* Collected data entries *
-------
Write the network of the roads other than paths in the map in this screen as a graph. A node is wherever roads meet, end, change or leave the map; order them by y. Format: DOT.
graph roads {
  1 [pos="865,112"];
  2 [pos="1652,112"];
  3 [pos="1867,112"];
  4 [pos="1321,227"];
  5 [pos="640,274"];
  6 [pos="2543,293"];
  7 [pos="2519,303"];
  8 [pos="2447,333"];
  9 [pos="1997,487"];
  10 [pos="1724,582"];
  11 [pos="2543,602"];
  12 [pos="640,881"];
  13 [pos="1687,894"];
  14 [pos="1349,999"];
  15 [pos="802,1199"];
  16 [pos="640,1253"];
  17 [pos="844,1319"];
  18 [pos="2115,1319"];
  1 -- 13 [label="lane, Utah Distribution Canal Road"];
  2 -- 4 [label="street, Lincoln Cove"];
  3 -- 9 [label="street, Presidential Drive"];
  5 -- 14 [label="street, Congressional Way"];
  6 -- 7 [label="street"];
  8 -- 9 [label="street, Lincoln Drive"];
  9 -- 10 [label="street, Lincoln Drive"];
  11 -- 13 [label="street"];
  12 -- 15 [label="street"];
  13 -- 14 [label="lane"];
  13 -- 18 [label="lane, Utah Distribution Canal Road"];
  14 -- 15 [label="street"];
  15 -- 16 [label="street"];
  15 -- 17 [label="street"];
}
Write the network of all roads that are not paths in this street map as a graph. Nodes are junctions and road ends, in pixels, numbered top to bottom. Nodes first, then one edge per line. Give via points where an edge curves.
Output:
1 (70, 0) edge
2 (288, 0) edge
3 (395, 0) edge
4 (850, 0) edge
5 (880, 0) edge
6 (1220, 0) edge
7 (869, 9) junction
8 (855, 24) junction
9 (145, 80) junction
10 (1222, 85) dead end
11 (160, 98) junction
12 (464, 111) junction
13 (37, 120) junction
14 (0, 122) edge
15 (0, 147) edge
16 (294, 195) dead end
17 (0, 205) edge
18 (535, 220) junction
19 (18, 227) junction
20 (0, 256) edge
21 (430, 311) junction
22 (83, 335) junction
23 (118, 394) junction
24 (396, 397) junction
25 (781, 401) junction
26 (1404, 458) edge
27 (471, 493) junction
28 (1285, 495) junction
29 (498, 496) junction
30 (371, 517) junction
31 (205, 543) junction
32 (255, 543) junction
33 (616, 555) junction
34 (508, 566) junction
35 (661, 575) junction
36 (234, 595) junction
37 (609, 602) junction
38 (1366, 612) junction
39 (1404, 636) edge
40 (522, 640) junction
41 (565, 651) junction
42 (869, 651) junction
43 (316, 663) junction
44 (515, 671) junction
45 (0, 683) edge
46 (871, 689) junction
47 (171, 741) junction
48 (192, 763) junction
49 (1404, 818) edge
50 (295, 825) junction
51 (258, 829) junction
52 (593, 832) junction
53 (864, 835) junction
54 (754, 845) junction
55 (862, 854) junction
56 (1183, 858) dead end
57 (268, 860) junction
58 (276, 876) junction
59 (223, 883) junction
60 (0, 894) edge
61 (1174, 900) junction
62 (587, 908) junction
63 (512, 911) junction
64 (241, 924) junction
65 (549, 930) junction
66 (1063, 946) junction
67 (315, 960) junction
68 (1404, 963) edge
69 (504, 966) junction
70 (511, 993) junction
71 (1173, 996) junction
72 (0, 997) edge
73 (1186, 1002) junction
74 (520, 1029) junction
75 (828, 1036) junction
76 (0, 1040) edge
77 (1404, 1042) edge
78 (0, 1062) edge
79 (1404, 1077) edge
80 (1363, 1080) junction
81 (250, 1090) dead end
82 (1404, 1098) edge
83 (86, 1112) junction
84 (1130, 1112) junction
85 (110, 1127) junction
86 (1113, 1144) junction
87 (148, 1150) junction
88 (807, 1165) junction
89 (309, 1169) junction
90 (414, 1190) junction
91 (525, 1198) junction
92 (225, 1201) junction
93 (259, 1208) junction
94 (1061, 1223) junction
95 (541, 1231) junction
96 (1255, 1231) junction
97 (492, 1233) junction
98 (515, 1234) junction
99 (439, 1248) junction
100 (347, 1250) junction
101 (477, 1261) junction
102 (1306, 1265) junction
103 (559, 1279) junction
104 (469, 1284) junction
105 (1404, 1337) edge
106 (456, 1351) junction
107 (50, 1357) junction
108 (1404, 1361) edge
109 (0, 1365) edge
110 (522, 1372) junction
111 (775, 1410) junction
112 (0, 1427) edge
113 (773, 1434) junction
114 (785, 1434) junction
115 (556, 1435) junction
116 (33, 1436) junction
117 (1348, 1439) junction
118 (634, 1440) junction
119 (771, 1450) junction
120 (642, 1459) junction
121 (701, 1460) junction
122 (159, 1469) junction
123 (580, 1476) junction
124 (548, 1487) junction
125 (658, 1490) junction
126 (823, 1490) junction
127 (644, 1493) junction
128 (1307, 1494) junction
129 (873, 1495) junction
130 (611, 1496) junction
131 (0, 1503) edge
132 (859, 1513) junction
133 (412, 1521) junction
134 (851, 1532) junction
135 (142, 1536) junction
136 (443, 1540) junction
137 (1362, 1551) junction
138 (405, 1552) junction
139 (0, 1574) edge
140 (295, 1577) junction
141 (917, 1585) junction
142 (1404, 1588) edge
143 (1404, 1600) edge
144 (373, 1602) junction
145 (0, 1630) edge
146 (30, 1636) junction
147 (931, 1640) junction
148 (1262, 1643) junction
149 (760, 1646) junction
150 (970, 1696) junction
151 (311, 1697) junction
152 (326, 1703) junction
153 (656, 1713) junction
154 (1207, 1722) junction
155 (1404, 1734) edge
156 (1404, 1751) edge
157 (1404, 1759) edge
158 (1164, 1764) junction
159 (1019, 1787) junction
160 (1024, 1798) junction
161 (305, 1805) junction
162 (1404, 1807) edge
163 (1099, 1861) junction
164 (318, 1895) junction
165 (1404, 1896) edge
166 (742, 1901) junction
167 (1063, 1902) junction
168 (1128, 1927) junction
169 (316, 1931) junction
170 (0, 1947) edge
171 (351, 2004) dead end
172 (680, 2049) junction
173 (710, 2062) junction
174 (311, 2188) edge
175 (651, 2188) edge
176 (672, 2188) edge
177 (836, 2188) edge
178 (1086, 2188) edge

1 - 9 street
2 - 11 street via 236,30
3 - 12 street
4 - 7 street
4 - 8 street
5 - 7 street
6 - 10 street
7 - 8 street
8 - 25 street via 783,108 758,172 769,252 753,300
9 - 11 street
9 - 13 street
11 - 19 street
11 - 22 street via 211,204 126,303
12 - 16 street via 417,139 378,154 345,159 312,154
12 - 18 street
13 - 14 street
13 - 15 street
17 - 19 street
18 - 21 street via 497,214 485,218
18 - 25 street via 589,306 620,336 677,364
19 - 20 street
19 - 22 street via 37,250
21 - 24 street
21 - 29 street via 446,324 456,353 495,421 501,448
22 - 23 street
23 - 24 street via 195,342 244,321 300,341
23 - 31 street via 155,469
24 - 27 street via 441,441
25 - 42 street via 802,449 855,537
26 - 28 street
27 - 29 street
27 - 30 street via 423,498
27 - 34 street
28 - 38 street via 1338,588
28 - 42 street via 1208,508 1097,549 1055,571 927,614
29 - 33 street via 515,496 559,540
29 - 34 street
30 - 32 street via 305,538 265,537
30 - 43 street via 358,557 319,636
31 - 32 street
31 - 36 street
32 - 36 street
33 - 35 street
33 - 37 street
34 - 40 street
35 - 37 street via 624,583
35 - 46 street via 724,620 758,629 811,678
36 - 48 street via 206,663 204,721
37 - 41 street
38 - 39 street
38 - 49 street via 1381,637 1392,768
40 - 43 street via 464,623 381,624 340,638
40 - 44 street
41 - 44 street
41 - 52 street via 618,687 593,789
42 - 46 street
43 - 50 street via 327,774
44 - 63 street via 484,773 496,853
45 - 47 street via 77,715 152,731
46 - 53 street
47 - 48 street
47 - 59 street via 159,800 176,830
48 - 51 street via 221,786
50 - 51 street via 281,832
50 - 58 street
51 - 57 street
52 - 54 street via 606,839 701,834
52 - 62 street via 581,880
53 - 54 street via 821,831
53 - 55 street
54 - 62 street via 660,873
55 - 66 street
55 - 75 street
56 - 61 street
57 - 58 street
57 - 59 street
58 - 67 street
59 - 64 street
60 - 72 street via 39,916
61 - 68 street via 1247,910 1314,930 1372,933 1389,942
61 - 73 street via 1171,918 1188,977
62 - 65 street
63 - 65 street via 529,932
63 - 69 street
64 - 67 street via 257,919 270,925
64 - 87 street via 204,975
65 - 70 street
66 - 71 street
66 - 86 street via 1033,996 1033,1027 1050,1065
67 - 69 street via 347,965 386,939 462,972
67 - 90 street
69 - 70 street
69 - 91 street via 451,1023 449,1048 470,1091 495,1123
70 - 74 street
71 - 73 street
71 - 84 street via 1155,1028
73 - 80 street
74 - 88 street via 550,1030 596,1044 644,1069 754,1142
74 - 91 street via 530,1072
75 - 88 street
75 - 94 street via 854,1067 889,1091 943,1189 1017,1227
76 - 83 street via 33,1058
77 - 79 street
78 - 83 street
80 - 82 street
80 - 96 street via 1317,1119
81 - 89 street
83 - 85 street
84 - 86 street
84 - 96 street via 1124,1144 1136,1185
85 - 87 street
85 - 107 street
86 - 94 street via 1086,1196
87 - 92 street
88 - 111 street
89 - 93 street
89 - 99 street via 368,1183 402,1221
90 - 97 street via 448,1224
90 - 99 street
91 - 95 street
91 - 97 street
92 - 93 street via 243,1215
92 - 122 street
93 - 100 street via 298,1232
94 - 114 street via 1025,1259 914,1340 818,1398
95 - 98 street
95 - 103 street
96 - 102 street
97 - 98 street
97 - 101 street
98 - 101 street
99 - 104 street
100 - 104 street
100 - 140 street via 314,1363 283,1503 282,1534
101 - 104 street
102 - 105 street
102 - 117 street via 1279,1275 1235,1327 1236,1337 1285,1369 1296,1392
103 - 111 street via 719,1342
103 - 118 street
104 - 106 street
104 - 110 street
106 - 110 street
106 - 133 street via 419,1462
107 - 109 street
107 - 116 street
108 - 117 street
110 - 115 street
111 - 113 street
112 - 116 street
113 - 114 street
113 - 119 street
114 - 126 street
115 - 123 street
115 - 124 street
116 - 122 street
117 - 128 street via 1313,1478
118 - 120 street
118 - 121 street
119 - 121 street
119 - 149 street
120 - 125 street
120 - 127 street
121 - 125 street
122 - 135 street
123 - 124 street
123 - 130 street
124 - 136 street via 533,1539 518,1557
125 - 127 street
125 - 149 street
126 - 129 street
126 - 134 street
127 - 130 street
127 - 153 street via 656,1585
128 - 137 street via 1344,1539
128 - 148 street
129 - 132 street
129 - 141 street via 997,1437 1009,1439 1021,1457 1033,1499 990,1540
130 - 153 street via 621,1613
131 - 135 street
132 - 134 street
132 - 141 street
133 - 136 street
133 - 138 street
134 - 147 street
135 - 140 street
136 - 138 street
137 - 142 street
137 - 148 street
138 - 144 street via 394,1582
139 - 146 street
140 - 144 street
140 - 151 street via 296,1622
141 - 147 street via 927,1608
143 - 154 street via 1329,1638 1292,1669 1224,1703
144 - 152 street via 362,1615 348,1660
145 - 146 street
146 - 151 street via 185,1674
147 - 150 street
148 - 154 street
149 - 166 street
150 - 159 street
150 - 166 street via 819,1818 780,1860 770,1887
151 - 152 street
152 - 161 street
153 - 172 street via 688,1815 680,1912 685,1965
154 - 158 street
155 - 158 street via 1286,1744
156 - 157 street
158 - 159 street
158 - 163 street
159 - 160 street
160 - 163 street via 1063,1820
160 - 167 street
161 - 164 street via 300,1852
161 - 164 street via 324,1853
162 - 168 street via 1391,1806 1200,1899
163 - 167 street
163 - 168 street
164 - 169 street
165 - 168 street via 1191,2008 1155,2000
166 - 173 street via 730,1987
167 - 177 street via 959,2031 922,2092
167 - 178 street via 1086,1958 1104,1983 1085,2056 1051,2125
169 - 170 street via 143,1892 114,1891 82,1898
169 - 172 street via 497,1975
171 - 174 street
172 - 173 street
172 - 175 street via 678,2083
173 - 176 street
-------
* TASK DESCRIPTION *
Every line above with the word "Drive" belongs in the answer, copied as written.

* YOUR RESPONSE *
  3 -- 9 [label="street, Presidential Drive"];
  8 -- 9 [label="street, Lincoln Drive"];
  9 -- 10 [label="street, Lincoln Drive"];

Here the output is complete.